Toni Price or Luiese Esther Price (March 13, 1961 – November 22, 2024) was an American country blues singer from Austin, Texas, United States. Price began her career in Nashville, where she recorded a few country and western singles. However, after accepting an invitation to play at the South by Southwest music festival she moved to Austin and released her second of numerous albums. Price won awards for Female Vocalist of the Year (1994–97), Album of the Year (Hey), Song of the Year ("Tumbleweed"), and Blues Artist of the Year.

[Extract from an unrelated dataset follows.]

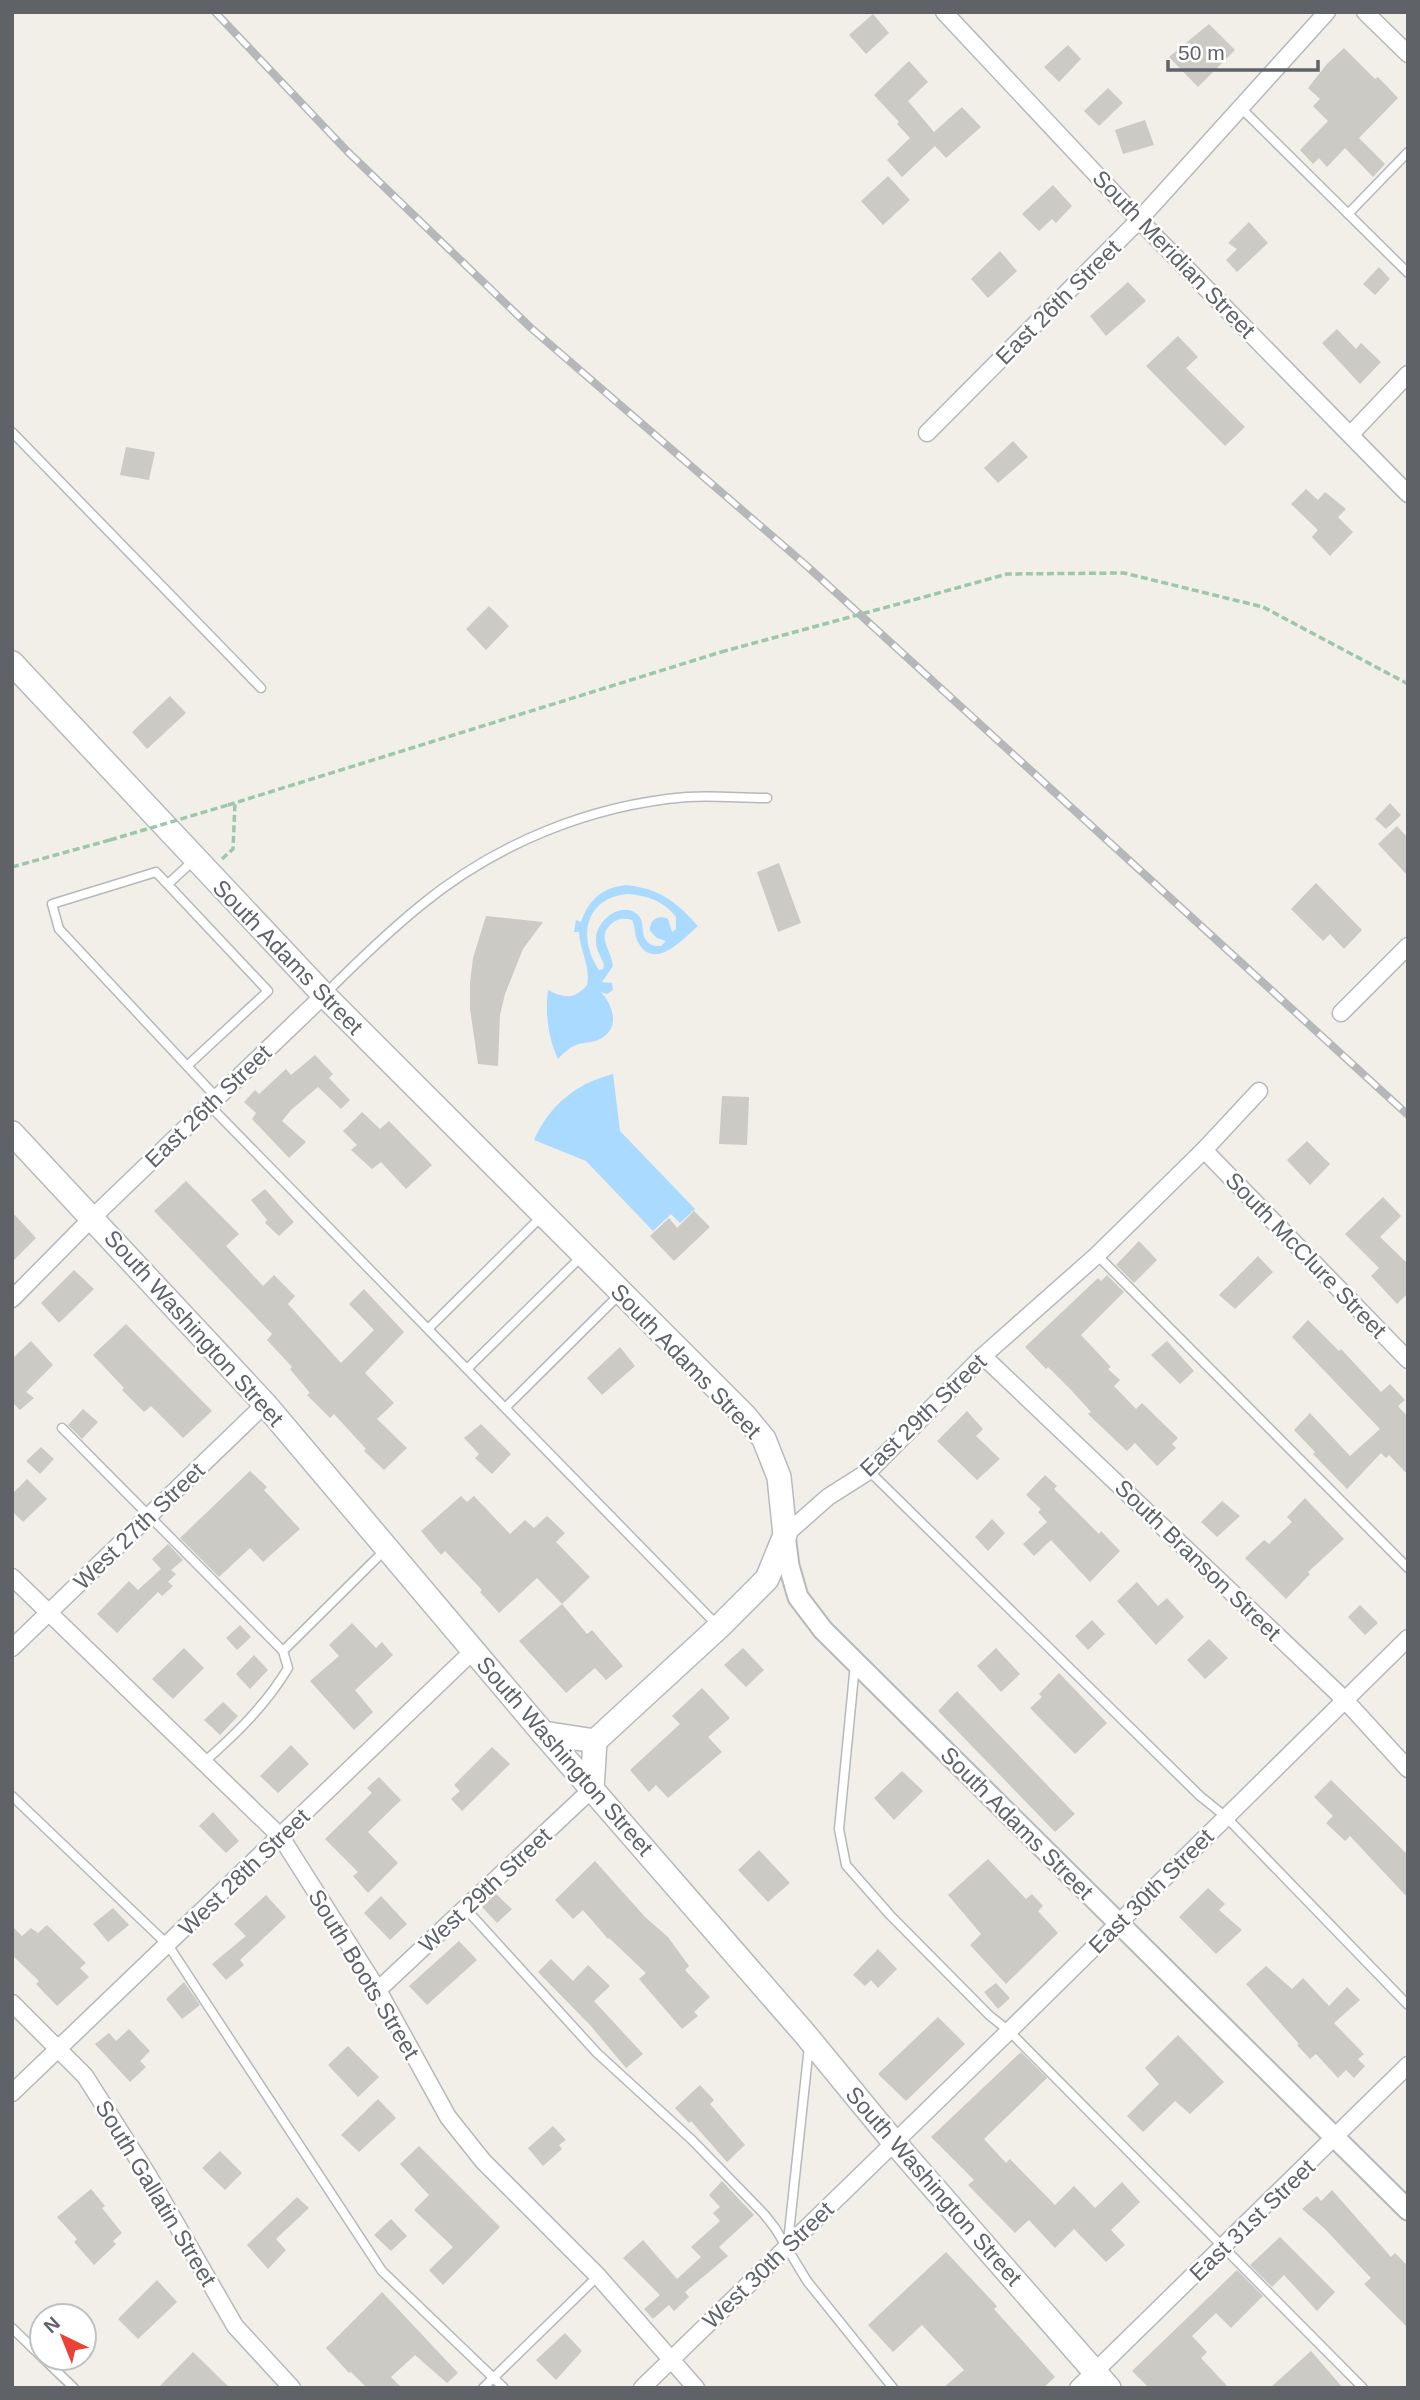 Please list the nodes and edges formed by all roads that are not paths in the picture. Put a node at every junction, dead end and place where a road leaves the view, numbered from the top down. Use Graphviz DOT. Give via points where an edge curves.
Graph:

In 2002, Price performed at the wedding of Julia Roberts and Daniel Moder.

==Early life==
Price was born in Philadelphia, Pennsylvania on March 13, 1961. Her adoptive parents, the Prices, named her Luiese Esther Price after her grandmothers. Her first exposure to blues was through second-generation blueswoman Bonnie Raitt. Luiese later studied the recordings of women blues singers such as Sippie Wallace and Victoria Spivey, whose music has also inspired Bonnie Raitt.

Luiese moved to New Jersey, where she started schooling and began singing, then moved to Nashville, Tennessee, where a summer parks program featured a talent contest in her 10th year, which she entered as Toni Price. This was her first recorded appearance on a Nashville stage, belting out "One Tin Soldier".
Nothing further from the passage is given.